Tijuana has always been a city that people think they understand before they’ve ever set foot there.
For generations of Americans, the mental image was fixed: a rowdy border town of cheap drinks, questionable nightlife, and little else. That picture was always incomplete. Today, it’s also increasingly outdated, though the full truth about Tijuana is more nuanced than either the old reputation or the new boosterism suggests.
Start with the history. Tijuana found its footing during Prohibition, when Americans flooded south looking for legal liquor and jazz. It was a city born of appetite and proximity, and that energy never really left. What did emerge alongside it was something genuinely surprising: culinary innovation. The Caesar salad was invented here in the 1920s by Italian immigrant Caesar Cardini, and Tijuana’s craft beer culture predates the American craze by decades, with Tecate — brewed just 45 minutes east — among its most famous exports.
The modern city has even more to offer. The Valle de Guadalupe wine country to the south has become one of Mexico’s most celebrated culinary destinations, drawing serious food and wine travelers from across North America. Baja-style fish and shrimp tacos — the genuine article — are worth the trip on their own. The city has a thriving arts scene, a pro baseball team, and direct beach access. Increasingly, travel content creators with serious followings are documenting a Tijuana that feels urban, energetic, and genuinely fun. They’re not wrong.
But let’s be honest about the other side of the ledger.
Tijuana recorded roughly 1,600 homicides in 2024 — the highest total of any city in Mexico, and a rate of nearly 96 per 100,000 residents. That puts it among the most violent cities in the world by that measure, not just in Latin America. For context, Chicago — a city Americans often cite as dangerously violent — has a homicide rate closer to 18 per 100,000. It’s also worth noting that Tijuana’s overall crime index, according to Numbeo, sits at 82.47 — significantly higher than Cancún, which registers at 54.61 and is itself considered one of Mexico’s more dangerous tourist destinations. In other words, Tijuana isn’t just edgier than the resort towns most Americans visit — it’s in a different category entirely.
The city is also sharply divided by neighborhood in ways that Google Maps won’t always warn you about. Areas like Zona Río, Avenida Revolución, and Playas de Tijuana are where tourists tend to stay, eat, and move around relatively comfortably. A few blocks in the wrong direction can change the equation entirely. This is not a city for aimless wandering. It rewards visitors who do their research and stay oriented.
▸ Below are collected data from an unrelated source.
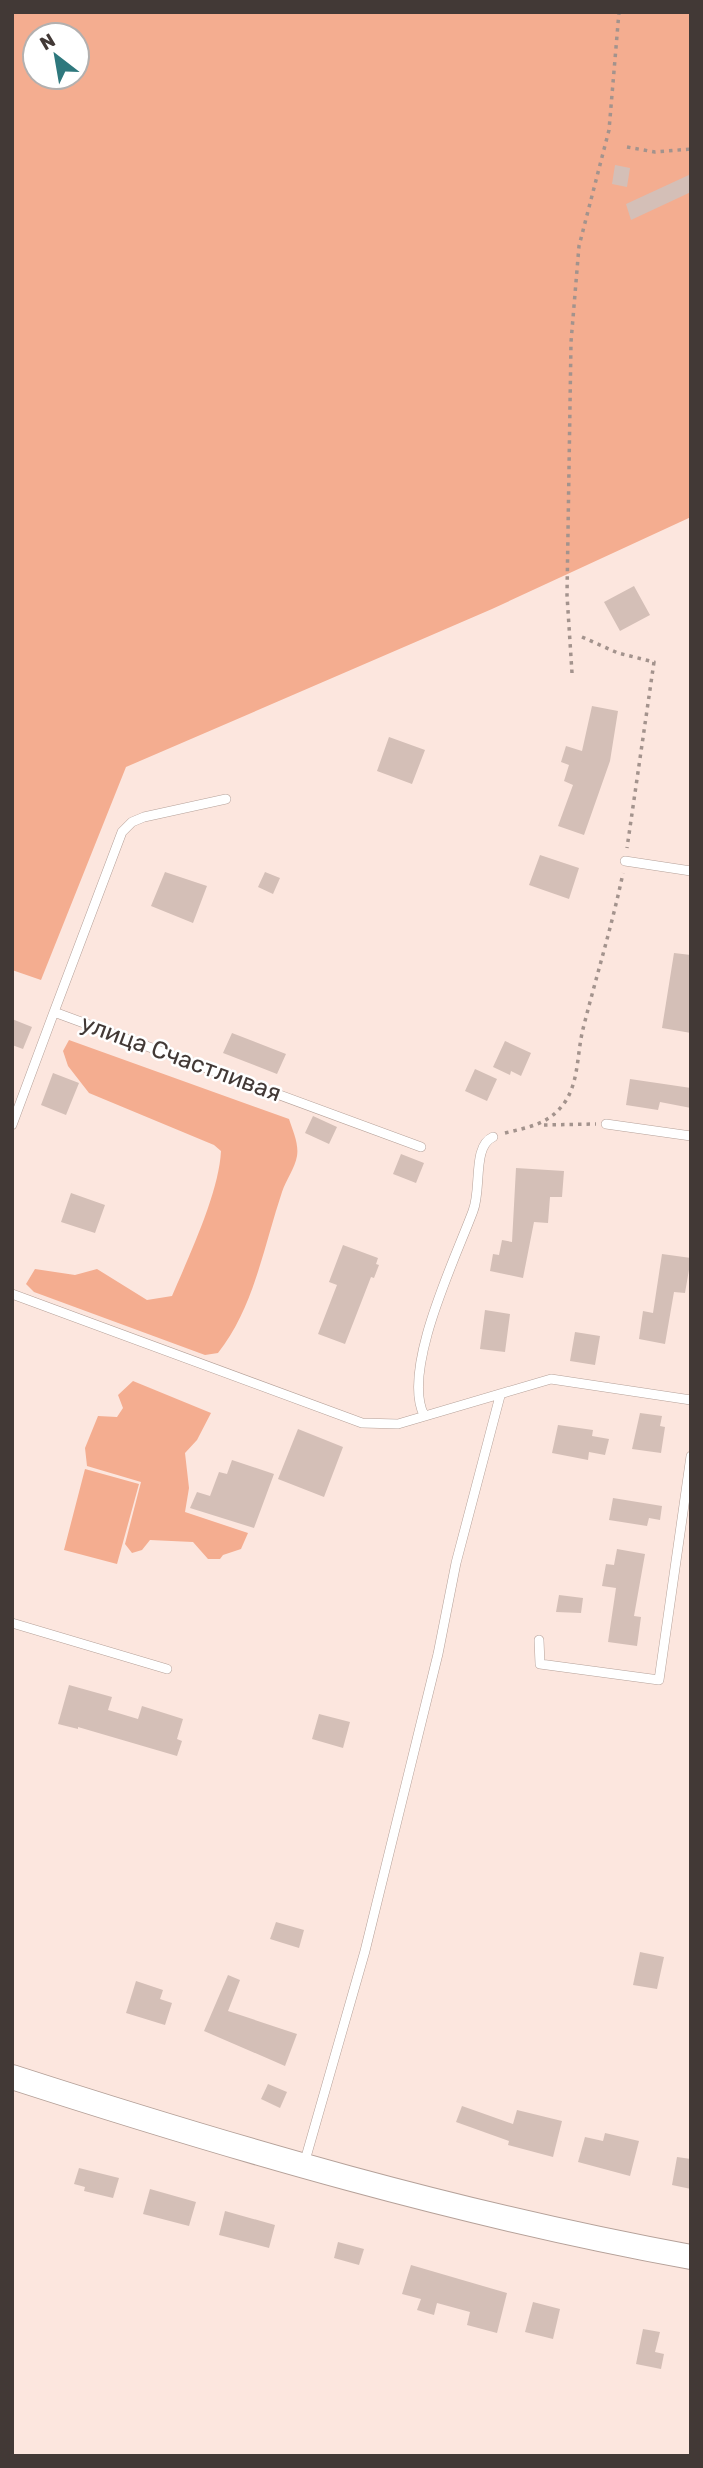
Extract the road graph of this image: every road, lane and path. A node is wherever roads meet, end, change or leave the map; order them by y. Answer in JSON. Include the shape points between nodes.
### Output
{"nodes":[{"id":1,"x":619,"y":12,"type":"edge"},
{"id":2,"x":627,"y":147,"type":"dead end"},
{"id":3,"x":691,"y":149,"type":"edge"},
{"id":4,"x":582,"y":637,"type":"dead end"},
{"id":5,"x":572,"y":673,"type":"dead end"},
{"id":6,"x":226,"y":799,"type":"dead end"},
{"id":7,"x":625,"y":861,"type":"junction"},
{"id":8,"x":691,"y":871,"type":"edge"},
{"id":9,"x":54,"y":1012,"type":"junction"},
{"id":10,"x":606,"y":1124,"type":"joint"},
{"id":11,"x":12,"y":1125,"type":"edge"},
{"id":12,"x":538,"y":1125,"type":"junction"},
{"id":13,"x":691,"y":1136,"type":"edge"},
{"id":14,"x":493,"y":1137,"type":"joint"},
{"id":15,"x":421,"y":1147,"type":"dead end"},
{"id":16,"x":12,"y":1294,"type":"edge"},
{"id":17,"x":500,"y":1396,"type":"junction"},
{"id":18,"x":691,"y":1400,"type":"edge"},
{"id":19,"x":424,"y":1415,"type":"junction"},
{"id":20,"x":691,"y":1456,"type":"edge"},
{"id":21,"x":12,"y":1623,"type":"edge"},
{"id":22,"x":539,"y":1640,"type":"dead end"},
{"id":23,"x":167,"y":1669,"type":"dead end"},
{"id":24,"x":12,"y":2077,"type":"edge"},
{"id":25,"x":304,"y":2166,"type":"junction"},
{"id":26,"x":691,"y":2257,"type":"edge"}],
"edges":[{"from":1,"to":5,"type":"path","via":[[609,130],[579,246],[571,342],[567,595]]},
{"from":2,"to":3,"type":"path","via":[[655,152]]},
{"from":4,"to":7,"type":"path","via":[[654,662]]},
{"from":6,"to":9,"type":"lane","via":[[144,817],[122,832]]},
{"from":7,"to":8,"type":"lane"},
{"from":7,"to":12,"type":"path","via":[[570,1093],[557,1112]]},
{"from":9,"to":11,"type":"lane","name":"улица Счастливая"},
{"from":9,"to":15,"type":"lane","name":"улица Счастливая"},
{"from":10,"to":12,"type":"path"},
{"from":10,"to":13,"type":"lane"},
{"from":12,"to":14,"type":"path"},
{"from":14,"to":19,"type":"lane","via":[[480,1150],[475,1207],[437,1302],[422,1356],[417,1392]]},
{"from":16,"to":19,"type":"lane","via":[[362,1423],[392,1426]]},
{"from":17,"to":18,"type":"lane","via":[[535,1382],[568,1379]]},
{"from":17,"to":19,"type":"lane"},
{"from":17,"to":25,"type":"lane","via":[[368,1939]]},
{"from":20,"to":22,"type":"lane","via":[[659,1680],[540,1664]]},
{"from":21,"to":23,"type":"lane"},
{"from":24,"to":25,"type":"main road"},
{"from":25,"to":26,"type":"main road","via":[[492,2214]]}]}
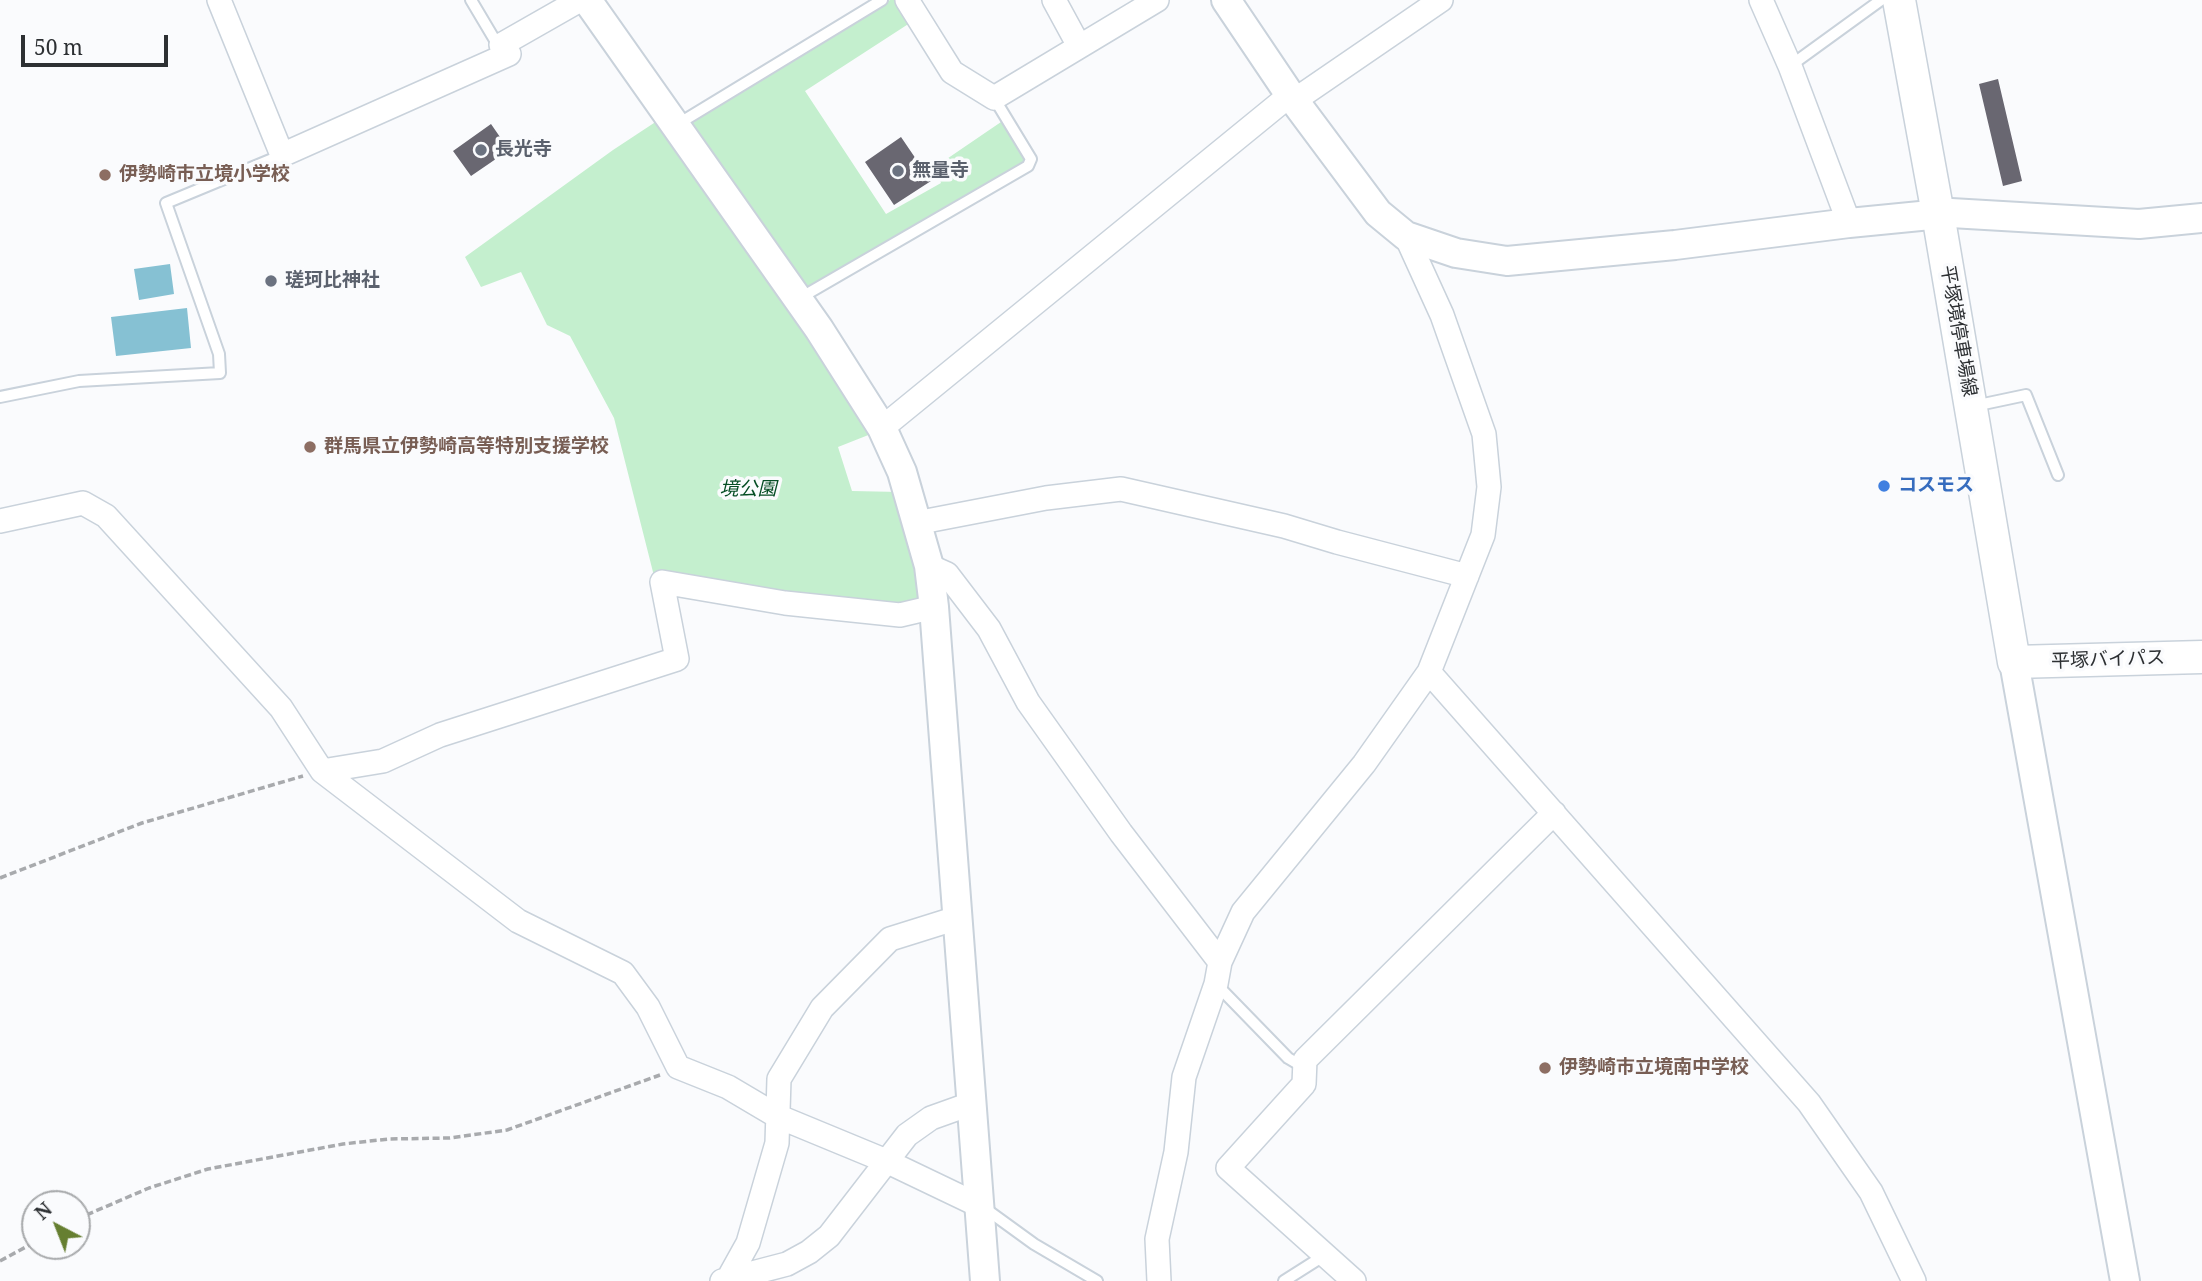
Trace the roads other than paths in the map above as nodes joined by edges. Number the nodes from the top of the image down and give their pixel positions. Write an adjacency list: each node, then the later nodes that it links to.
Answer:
1 (219, 0): 20 (street)
2 (471, 0): 14 (lane)
3 (580, 0): 14 (street)
4 (587, 0): 19 (street)
5 (882, 0): 19 (lane)
6 (907, 0): 18 (street)
7 (1054, 0): 15 (street)
8 (1157, 0): 15 (street)
9 (1226, 0): 17 (street)
10 (1441, 0): 17 (street)
11 (1761, 0): 16 (street)
12 (1881, 0): 16 (lane)
13 (1899, 0): 21 (main road, 平塚境停車場線)
14 (501, 45): 20 (street)
15 (1079, 46): 18 (street)
16 (1790, 66): 23 (street)
17 (1292, 97): 24 (street); 28 (street)
18 (994, 98): 25 (lane)
19 (675, 125): 25 (street)
20 (282, 155): 26 (lane)
21 (1938, 214): 22 (street); 23 (street); 27 (main road, 平塚境停車場線)
22 (2202, 218)
23 (1849, 223): 24 (street)
24 (1406, 236): 33 (street)
25 (798, 300): 28 (street)
26 (0, 397)
27 (1971, 407): 29 (lane); 36 (main road, 平塚境停車場線)
28 (882, 428): 31 (street)
29 (2058, 475)
30 (2, 514): 38 (street)
31 (916, 523): 32 (street); 33 (street)
32 (929, 566): 34 (street); 41 (street)
33 (1467, 576): 37 (street)
34 (934, 607): 38 (street); 40 (street)
35 (2202, 657): 36 (main road, 平塚バイパス)
36 (2014, 662): 55 (street)
37 (1429, 671): 39 (street); 41 (street)
38 (321, 771): 44 (street)
39 (1554, 813): 42 (street); 54 (street)
40 (957, 918): 43 (street); 44 (street)
41 (1218, 973): 42 (lane); 51 (street)
42 (1306, 1068): 47 (street)
43 (973, 1103): 45 (street); 46 (street)
44 (777, 1116): 45 (street); 48 (street)
45 (886, 1161): 46 (street); 48 (street)
46 (980, 1206): 49 (street); 50 (lane)
47 (1325, 1255): 52 (lane); 53 (street)
48 (725, 1280)
49 (985, 1281)
50 (1097, 1281)
51 (1159, 1281)
52 (1284, 1281)
53 (1354, 1281)
54 (1914, 1281)
55 (2125, 1281)

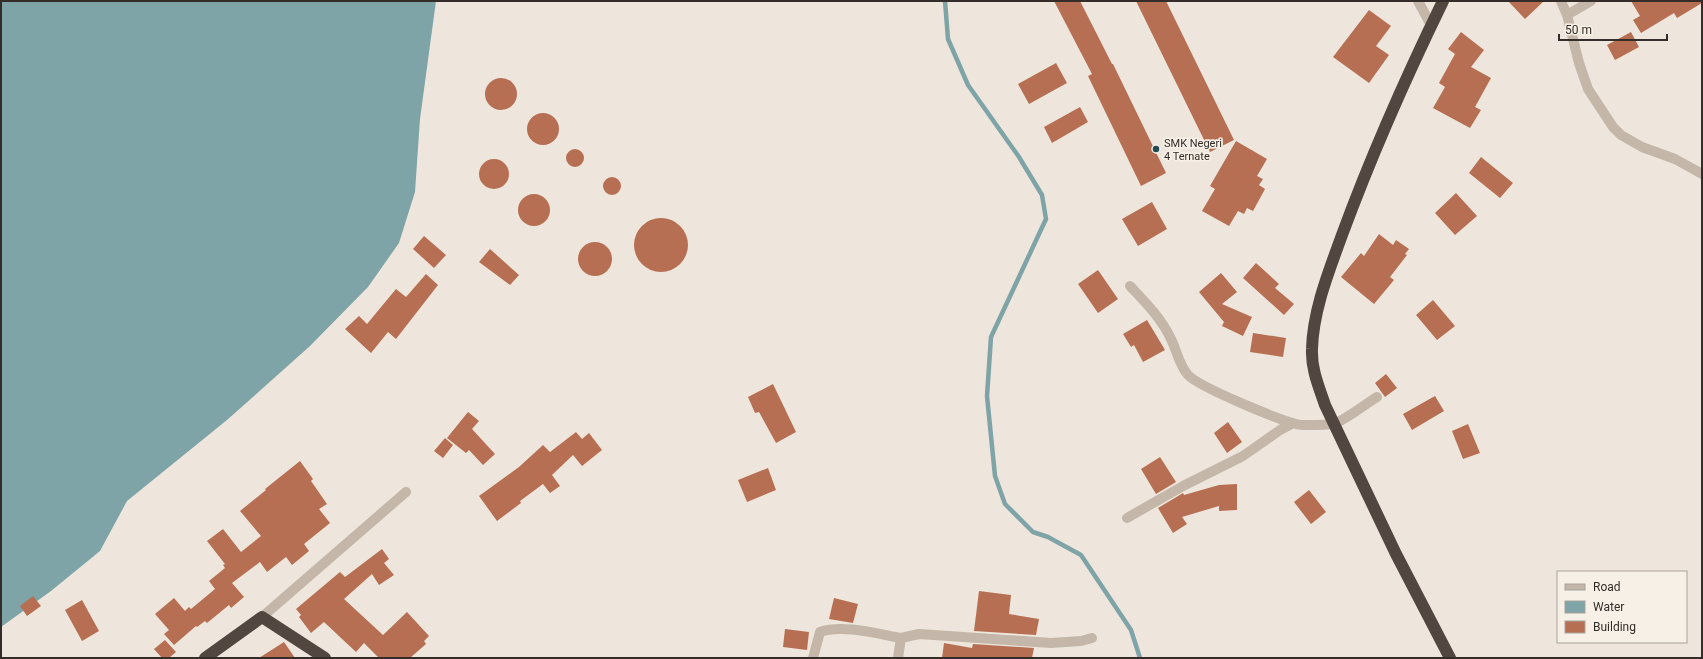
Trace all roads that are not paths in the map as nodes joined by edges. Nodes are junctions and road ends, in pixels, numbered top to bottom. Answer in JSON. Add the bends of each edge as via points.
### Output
{"nodes":[{"id":1,"x":1418,"y":1,"type":"edge"},
{"id":2,"x":1443,"y":1,"type":"edge"},
{"id":3,"x":1561,"y":1,"type":"edge"},
{"id":4,"x":1591,"y":1,"type":"edge"},
{"id":5,"x":1567,"y":15,"type":"junction"},
{"id":6,"x":1431,"y":25,"type":"junction"},
{"id":7,"x":1702,"y":174,"type":"edge"},
{"id":8,"x":1130,"y":286,"type":"dead end"},
{"id":9,"x":1377,"y":397,"type":"dead end"},
{"id":10,"x":1293,"y":423,"type":"junction"},
{"id":11,"x":1335,"y":424,"type":"junction"},
{"id":12,"x":406,"y":492,"type":"dead end"},
{"id":13,"x":1127,"y":518,"type":"dead end"},
{"id":14,"x":262,"y":617,"type":"junction"},
{"id":15,"x":901,"y":638,"type":"junction"},
{"id":16,"x":1092,"y":638,"type":"dead end"},
{"id":17,"x":205,"y":658,"type":"edge"},
{"id":18,"x":325,"y":658,"type":"edge"},
{"id":19,"x":813,"y":658,"type":"edge"},
{"id":20,"x":898,"y":658,"type":"edge"},
{"id":21,"x":1450,"y":658,"type":"edge"}],
"edges":[{"from":1,"to":6,"type":"street"},
{"from":2,"to":6,"type":"highway"},
{"from":3,"to":5,"type":"street"},
{"from":4,"to":5,"type":"street"},
{"from":5,"to":7,"type":"street","via":[[1588,89],[1612,127],[1642,147],[1675,159]]},
{"from":6,"to":11,"type":"highway","via":[[1354,201],[1315,319],[1312,360],[1325,405]]},
{"from":8,"to":10,"type":"street","via":[[1157,316],[1172,341],[1181,364],[1196,382]]},
{"from":9,"to":11,"type":"street"},
{"from":10,"to":11,"type":"street"},
{"from":10,"to":13,"type":"street","via":[[1244,456],[1183,486]]},
{"from":11,"to":21,"type":"highway","via":[[1396,554]]},
{"from":12,"to":14,"type":"street"},
{"from":14,"to":17,"type":"highway"},
{"from":14,"to":18,"type":"highway"},
{"from":15,"to":16,"type":"street","via":[[919,634],[1051,643]]},
{"from":15,"to":19,"type":"street","via":[[828,629],[820,632]]},
{"from":15,"to":20,"type":"street"}]}
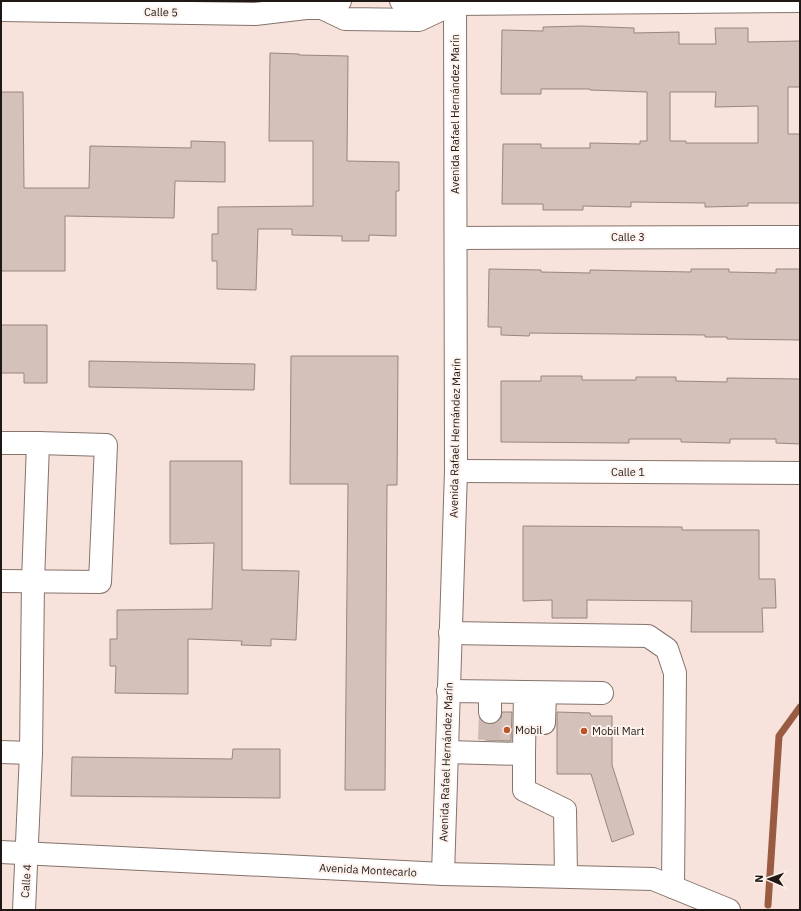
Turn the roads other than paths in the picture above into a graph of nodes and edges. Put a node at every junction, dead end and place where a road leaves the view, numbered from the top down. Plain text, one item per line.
1 (401, 1) edge
2 (800, 1) edge
3 (455, 2) edge
4 (318, 5) edge
5 (1, 10) edge
6 (800, 237) edge
7 (456, 238) junction
8 (1, 443) edge
9 (38, 443) junction
10 (456, 471) junction
11 (800, 473) edge
12 (1, 581) edge
13 (33, 582) junction
14 (450, 633) junction
15 (448, 691) junction
16 (535, 692) junction
17 (602, 693) dead end
18 (1, 752) edge
19 (446, 752) junction
20 (31, 753) junction
21 (524, 754) junction
22 (1, 852) edge
23 (28, 853) junction
24 (443, 874) junction
25 (566, 876) junction
26 (673, 887) junction
27 (24, 910) edge
28 (729, 910) edge

1 - 3 street, Calle 5
2 - 3 street, Calle 5
3 - 4 street, Calle 5
3 - 7 street, Avenida Rafael Hernández Marín
4 - 5 street, Calle 5
6 - 7 street, Calle 3
7 - 10 street, Avenida Rafael Hernández Marín
8 - 9 street
9 - 13 street, Calle 4
9 - 13 street
10 - 11 street, Calle 1
10 - 14 street, Avenida Rafael Hernández Marín
12 - 13 street
13 - 20 street, Calle 4
14 - 15 street, Avenida Rafael Hernández Marín
14 - 26 street
15 - 16 street
15 - 19 street, Avenida Rafael Hernández Marín
16 - 17 street
16 - 21 street
18 - 20 street
19 - 21 street
19 - 24 street, Avenida Rafael Hernández Marín
20 - 23 street, Calle 4
21 - 25 street
22 - 23 street, Avenida Montecarlo
23 - 24 street, Avenida Montecarlo
23 - 27 street, Calle 4
24 - 25 street, Avenida Montecarlo
25 - 26 street, Avenida Montecarlo
26 - 28 street, Avenida Montecarlo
Practical advice from people who know the city well: use Uber rather than unmarked taxis, avoid displaying expensive items in public, skip the bridges near the Tijuana River after dark, and don’t let a great evening push you into unfamiliar neighborhoods late at night. These aren’t extraordinary precautions — they’re the same common sense that applies in any major city with economic inequality and a visible criminal underclass. Tijuana simply has less margin for error than most.
None of this should stop a curious, informed traveler from going. The food alone makes a compelling argument, and the region’s cultural richness — from the wine valleys to the Pacific coast — is genuine. But the travelers who have the best experiences in Tijuana tend to be the ones who went in clear-eyed, not the ones who were told there was nothing to worry about.
Know what you’re walking into. Then go enjoy the tacos.